The recent plan by some Filipinos to hold a Philippine Independence Day event in Orchard Road sparked an online backlash - a textbook "us versus them" scenario ("Filipino group drops plan to hold Orchard Road event"; May 26).

Although the reaction came from a minority of Singaporeans, such a display of xenophobia scared me.

The reception was vastly different from that for Singapore Day, which was held in London this year and was met with positive reactions from the locals.

I asked myself: Would I one day feel out of place in Singapore and be told to "go back to where I came from"?

Of course, there are different degrees of integration. I have lived here for most of my life and people are often surprised to find out that I am not a Singaporean.

The experience must be different for Indonesians who came to Singapore when they were older and were unable to "blend in".

I understand that space is a big issue here.

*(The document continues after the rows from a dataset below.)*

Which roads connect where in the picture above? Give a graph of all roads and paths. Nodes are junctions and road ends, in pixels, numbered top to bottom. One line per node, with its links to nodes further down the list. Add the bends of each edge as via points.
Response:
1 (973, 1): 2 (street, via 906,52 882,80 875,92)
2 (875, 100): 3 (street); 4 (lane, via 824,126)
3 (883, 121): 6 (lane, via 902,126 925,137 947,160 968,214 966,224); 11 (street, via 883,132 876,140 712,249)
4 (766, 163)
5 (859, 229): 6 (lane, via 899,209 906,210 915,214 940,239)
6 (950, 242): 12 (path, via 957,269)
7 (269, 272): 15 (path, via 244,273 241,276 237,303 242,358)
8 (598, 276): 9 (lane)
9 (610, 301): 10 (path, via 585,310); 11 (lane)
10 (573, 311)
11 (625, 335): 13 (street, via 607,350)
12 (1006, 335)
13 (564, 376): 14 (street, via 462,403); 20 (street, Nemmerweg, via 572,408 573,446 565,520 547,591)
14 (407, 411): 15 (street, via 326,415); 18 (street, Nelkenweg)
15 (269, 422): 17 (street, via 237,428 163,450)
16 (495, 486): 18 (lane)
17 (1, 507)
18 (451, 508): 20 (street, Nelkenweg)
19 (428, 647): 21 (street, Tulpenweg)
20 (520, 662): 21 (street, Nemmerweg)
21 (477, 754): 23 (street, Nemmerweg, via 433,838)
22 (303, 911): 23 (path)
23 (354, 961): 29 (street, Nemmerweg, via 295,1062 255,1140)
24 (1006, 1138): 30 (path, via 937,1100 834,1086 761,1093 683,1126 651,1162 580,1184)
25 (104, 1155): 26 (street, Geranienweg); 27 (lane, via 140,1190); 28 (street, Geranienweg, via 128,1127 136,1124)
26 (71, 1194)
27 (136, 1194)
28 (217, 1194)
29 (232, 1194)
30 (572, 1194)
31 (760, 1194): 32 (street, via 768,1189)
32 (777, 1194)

I sigh when I cannot get on the third consecutive train at City Hall station because of the crowd. But surely, a better solution is to have more train carriages rather than fewer people?

I dare say that the people of Singapore are not so hateful. How can it be that this country, historically a home to a diverse community of people, has suddenly become xenophobic?

In an interview with some Dutch friends for a cultural psychology class, I was asked what I loved most about Singapore, and I said the food, my friends and the safe environment. But most of all, I love Singapore because it is my home.